Entscheidungsstichwort (Thema)
Höhe der Beiträge zur gesetzlichen Unfallversicherung. Veranlagung zum Gefahrtarif. Gewerbezweigprinzip. Zeitarbeitsunternehmen. Arbeitnehmerüberlassung
Leitsatz (redaktionell)
Zeitarbeitsunternehmen können wegen ihrer gemeinsamen gewerbetypischen Unfallgefahr in einer Gefahrtarifstelle zusammengefasst werden. Zertifizierte Zeitarbeitsunternehmen und solche, die ein Qualitätsmanagement aufweisen, müssen nicht gesonderten Gefahrtarifstellen zugewiesen werden.

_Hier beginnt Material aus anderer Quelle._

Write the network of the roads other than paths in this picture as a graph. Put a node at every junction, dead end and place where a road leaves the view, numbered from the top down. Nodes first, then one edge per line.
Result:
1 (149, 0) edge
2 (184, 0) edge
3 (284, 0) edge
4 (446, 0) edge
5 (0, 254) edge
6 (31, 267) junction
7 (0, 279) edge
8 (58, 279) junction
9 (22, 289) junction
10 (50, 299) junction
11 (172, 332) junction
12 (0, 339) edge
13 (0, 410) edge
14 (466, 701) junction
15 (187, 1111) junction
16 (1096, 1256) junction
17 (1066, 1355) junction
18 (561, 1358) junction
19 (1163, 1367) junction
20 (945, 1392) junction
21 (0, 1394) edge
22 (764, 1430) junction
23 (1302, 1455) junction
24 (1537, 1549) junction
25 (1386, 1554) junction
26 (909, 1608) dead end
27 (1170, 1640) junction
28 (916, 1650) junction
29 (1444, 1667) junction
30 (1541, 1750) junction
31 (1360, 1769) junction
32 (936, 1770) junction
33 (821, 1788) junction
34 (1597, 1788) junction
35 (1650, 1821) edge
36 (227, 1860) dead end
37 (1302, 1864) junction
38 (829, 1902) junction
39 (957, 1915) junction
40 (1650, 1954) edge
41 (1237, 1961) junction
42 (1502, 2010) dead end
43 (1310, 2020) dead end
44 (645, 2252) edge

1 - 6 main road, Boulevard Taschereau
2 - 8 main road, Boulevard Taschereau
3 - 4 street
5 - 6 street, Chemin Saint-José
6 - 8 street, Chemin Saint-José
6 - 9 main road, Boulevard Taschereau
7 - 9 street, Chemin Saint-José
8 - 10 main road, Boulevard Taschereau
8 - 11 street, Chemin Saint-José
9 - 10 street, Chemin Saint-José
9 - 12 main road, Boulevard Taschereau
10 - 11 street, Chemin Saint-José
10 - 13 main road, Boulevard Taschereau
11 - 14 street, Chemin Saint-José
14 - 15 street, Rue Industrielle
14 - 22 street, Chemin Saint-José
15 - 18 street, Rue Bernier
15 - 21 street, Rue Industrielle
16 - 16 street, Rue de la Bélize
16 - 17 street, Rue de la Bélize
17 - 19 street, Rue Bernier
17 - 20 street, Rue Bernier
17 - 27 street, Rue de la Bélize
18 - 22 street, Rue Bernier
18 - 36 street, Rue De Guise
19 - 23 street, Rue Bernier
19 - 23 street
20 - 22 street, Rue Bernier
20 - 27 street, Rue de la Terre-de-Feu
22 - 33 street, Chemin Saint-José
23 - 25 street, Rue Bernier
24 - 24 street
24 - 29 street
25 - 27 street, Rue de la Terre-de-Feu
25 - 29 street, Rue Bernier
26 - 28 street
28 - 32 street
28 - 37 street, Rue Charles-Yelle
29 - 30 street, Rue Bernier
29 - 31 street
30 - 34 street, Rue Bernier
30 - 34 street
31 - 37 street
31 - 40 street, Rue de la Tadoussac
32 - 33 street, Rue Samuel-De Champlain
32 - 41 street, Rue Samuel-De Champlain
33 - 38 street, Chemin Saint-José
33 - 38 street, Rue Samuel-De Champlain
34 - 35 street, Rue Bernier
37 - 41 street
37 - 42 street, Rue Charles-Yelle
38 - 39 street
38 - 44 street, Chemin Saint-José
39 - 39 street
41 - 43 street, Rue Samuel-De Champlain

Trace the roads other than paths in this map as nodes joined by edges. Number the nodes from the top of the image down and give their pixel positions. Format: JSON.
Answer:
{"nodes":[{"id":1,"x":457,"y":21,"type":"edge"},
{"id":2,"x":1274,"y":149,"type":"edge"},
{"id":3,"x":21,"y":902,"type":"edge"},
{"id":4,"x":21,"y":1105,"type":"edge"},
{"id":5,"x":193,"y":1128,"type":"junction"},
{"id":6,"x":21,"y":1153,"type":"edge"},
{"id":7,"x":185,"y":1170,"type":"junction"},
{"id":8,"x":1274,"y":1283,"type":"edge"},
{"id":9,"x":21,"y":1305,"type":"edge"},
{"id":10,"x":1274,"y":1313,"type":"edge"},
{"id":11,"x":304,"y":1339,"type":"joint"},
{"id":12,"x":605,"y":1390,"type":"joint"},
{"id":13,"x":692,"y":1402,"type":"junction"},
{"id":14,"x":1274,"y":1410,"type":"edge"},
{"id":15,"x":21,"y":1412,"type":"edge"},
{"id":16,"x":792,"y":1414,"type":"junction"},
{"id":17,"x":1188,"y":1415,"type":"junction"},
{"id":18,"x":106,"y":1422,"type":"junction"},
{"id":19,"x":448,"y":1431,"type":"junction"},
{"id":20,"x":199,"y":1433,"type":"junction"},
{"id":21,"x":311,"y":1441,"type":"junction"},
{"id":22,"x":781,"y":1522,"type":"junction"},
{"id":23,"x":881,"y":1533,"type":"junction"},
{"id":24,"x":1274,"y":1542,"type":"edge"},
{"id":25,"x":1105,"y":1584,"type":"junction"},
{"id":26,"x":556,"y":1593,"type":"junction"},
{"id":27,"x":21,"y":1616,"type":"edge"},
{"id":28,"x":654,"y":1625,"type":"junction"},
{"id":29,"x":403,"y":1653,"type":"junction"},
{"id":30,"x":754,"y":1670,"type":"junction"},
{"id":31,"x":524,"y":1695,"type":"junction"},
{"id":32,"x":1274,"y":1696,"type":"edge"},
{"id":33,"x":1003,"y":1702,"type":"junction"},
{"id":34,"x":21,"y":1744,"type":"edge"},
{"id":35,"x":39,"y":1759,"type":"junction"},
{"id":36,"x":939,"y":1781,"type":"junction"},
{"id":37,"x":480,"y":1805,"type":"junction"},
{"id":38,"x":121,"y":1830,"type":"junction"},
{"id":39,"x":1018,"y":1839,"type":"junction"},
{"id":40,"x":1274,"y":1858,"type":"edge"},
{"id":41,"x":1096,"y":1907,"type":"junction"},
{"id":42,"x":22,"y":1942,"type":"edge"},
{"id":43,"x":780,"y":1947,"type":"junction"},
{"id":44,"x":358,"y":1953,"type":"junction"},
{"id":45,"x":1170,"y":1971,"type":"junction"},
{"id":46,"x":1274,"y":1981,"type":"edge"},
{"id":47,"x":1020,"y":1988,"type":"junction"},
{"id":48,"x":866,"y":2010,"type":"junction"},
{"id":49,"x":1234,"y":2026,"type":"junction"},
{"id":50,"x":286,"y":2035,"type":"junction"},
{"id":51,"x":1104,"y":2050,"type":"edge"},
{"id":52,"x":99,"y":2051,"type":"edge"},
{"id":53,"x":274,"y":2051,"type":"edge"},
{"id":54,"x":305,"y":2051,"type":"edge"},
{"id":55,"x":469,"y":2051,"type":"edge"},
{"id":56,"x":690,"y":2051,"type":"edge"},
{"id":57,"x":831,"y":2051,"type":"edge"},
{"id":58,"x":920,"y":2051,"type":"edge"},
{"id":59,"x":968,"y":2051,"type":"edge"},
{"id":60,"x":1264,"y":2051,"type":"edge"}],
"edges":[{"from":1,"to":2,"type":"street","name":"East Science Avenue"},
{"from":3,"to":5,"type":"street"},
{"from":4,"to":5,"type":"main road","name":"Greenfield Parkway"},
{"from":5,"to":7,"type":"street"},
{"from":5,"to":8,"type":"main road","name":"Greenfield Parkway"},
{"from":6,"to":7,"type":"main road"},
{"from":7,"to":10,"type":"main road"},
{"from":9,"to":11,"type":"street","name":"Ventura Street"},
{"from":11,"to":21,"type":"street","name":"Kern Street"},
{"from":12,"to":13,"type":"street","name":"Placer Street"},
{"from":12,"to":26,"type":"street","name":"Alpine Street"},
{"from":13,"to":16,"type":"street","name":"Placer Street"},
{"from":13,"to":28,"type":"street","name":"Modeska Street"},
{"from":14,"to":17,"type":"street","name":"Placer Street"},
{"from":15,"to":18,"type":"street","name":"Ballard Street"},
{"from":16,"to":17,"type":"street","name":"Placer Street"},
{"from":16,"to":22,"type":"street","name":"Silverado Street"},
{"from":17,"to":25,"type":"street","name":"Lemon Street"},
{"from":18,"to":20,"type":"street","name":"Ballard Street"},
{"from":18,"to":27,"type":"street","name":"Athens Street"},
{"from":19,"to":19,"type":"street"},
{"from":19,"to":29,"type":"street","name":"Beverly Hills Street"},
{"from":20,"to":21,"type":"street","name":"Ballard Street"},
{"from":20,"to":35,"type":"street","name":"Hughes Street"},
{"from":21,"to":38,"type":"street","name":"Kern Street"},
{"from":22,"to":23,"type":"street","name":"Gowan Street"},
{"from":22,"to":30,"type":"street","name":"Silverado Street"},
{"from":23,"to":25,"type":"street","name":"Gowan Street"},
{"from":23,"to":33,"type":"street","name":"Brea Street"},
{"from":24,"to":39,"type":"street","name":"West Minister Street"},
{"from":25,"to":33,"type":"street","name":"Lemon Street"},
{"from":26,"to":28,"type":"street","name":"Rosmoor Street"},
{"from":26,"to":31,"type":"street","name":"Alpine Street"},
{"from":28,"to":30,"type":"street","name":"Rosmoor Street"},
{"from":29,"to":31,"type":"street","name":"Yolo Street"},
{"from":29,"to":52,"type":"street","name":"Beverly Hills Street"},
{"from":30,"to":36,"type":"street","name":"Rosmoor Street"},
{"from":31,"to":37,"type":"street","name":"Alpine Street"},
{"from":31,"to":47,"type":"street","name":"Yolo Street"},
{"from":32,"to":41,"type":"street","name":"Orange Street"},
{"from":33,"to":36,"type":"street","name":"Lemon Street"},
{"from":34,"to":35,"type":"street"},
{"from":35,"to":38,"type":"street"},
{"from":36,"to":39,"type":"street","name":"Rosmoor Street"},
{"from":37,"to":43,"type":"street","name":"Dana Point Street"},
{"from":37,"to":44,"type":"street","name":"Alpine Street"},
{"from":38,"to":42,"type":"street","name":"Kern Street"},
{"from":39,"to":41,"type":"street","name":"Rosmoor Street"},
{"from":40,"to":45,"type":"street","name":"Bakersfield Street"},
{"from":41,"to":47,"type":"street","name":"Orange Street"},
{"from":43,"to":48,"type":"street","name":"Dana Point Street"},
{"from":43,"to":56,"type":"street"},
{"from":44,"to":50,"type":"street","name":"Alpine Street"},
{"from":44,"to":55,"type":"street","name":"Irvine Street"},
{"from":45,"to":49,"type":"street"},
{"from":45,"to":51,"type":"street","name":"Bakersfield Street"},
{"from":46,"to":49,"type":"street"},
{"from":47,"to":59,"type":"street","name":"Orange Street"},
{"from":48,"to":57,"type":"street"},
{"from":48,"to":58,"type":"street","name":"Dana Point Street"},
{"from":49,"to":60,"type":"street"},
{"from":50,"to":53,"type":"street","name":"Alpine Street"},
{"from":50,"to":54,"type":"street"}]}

§ 157 Abs. SGB VII ist nicht verfassungswidrig, insbesondere nicht zu unbestimmt
Normenkette
SGB VII §§ 157, 159-160, 136 Abs. 1 S. 1
Nachgehend
Tatbestand
Zwischen den Beteiligten ist die Höhe der von der Klägerin an die Beklagte zu entrichtenden Beiträge zur gesetzlichen Unfallversicherung streitig. Hierbei geht es um die Rechtmäßigkeit der Veranlagung der Klägerin nach dem Gefahrtarif 1998 (GFT 98) für die Zeit von 1998 bis 2000.
Die Klägerin betreibt als Zeitarbeitsunternehmen gewerbsmäßig Arbeitnehmerüberlassung. Nach ihren Angaben verleiht sie über 50 % Arbeitnehmer an Unternehmen der Bereiche Feinmechanik und Elektrotechnik, die insbesondere im Schiffbau tätig sind.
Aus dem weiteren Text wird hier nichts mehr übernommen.